---------- Provided records
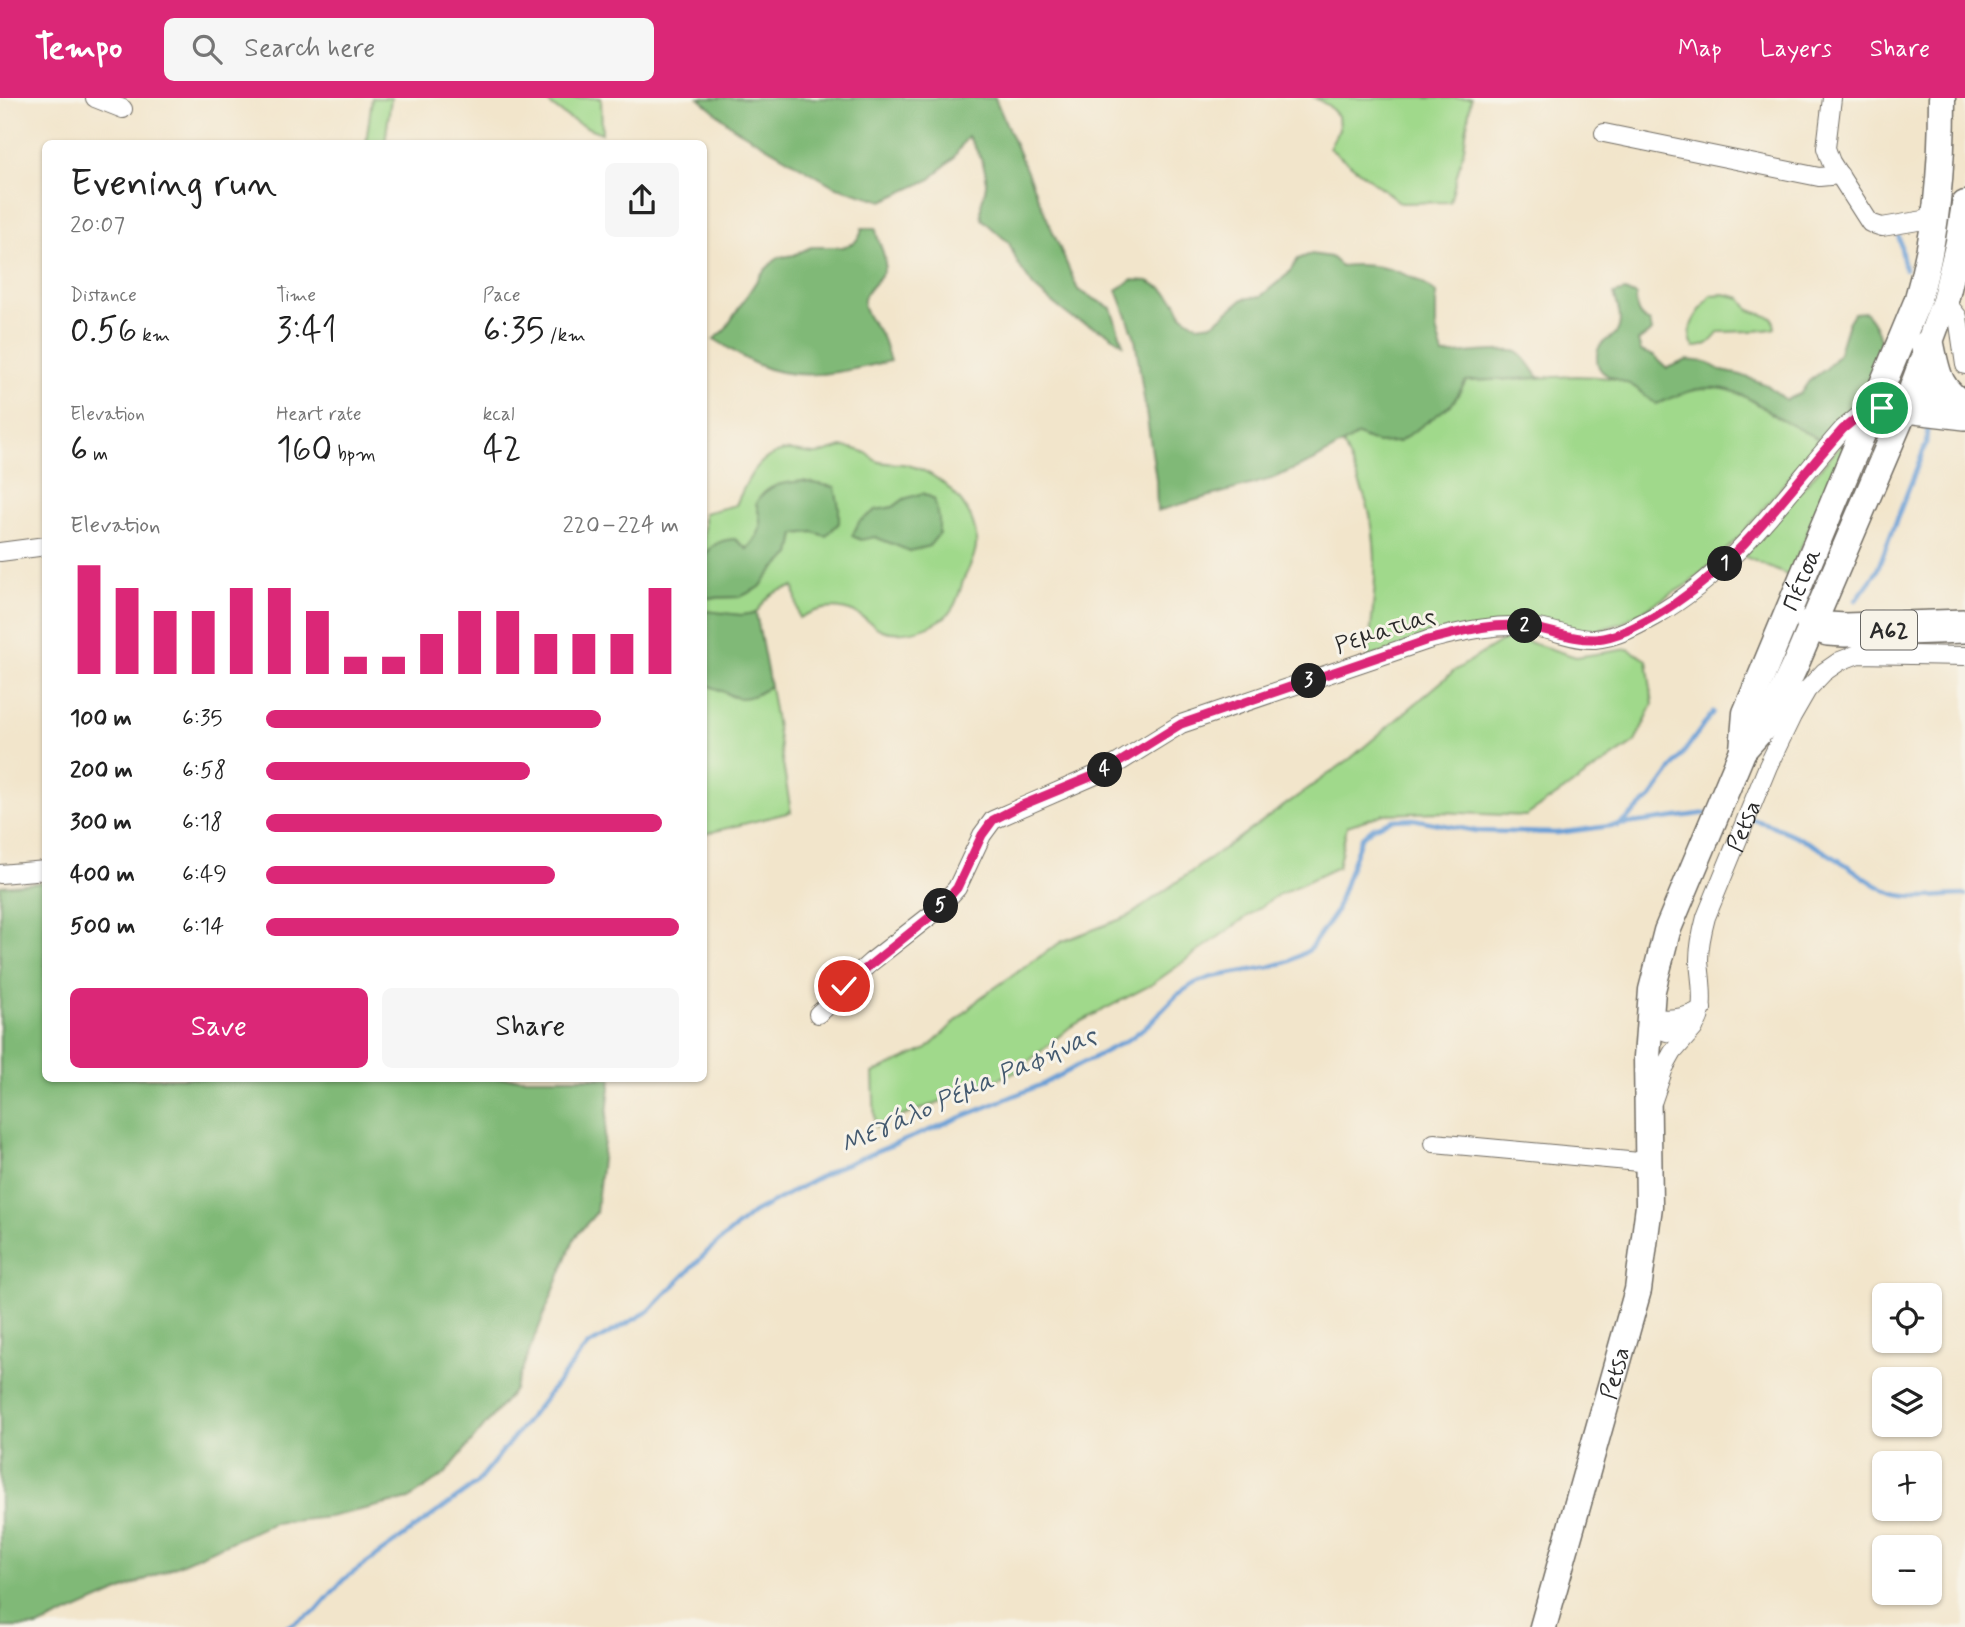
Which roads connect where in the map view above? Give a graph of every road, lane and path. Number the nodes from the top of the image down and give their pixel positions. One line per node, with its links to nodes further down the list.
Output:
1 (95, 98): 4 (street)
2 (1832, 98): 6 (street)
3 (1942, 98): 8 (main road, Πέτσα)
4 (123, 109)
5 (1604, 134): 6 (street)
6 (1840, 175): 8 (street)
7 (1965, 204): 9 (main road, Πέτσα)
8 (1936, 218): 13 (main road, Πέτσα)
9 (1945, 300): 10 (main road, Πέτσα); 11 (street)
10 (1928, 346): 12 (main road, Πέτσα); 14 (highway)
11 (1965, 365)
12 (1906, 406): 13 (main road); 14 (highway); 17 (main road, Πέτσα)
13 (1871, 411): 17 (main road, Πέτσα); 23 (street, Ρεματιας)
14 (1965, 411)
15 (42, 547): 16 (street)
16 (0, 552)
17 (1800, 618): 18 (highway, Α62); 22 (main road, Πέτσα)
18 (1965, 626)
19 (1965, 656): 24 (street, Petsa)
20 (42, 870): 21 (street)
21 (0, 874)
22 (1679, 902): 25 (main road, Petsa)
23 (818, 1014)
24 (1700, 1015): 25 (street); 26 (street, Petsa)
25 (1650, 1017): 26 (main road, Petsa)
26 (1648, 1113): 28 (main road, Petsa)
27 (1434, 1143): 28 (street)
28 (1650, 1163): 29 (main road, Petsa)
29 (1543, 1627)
--------------------
■ Your assignment: Return, exactly as they stand, all of the lines above, but not the pictures.

■ Response:
Which roads connect where in the map view above? Give a graph of every road, lane and path. Number the nodes from the top of the image down and give their pixel positions. One line per node, with its links to nodes further down the list.
Output:
1 (95, 98): 4 (street)
2 (1832, 98): 6 (street)
3 (1942, 98): 8 (main road, Πέτσα)
4 (123, 109)
5 (1604, 134): 6 (street)
6 (1840, 175): 8 (street)
7 (1965, 204): 9 (main road, Πέτσα)
8 (1936, 218): 13 (main road, Πέτσα)
9 (1945, 300): 10 (main road, Πέτσα); 11 (street)
10 (1928, 346): 12 (main road, Πέτσα); 14 (highway)
11 (1965, 365)
12 (1906, 406): 13 (main road); 14 (highway); 17 (main road, Πέτσα)
13 (1871, 411): 17 (main road, Πέτσα); 23 (street, Ρεματιας)
14 (1965, 411)
15 (42, 547): 16 (street)
16 (0, 552)
17 (1800, 618): 18 (highway, Α62); 22 (main road, Πέτσα)
18 (1965, 626)
19 (1965, 656): 24 (street, Petsa)
20 (42, 870): 21 (street)
21 (0, 874)
22 (1679, 902): 25 (main road, Petsa)
23 (818, 1014)
24 (1700, 1015): 25 (street); 26 (street, Petsa)
25 (1650, 1017): 26 (main road, Petsa)
26 (1648, 1113): 28 (main road, Petsa)
27 (1434, 1143): 28 (street)
28 (1650, 1163): 29 (main road, Petsa)
29 (1543, 1627)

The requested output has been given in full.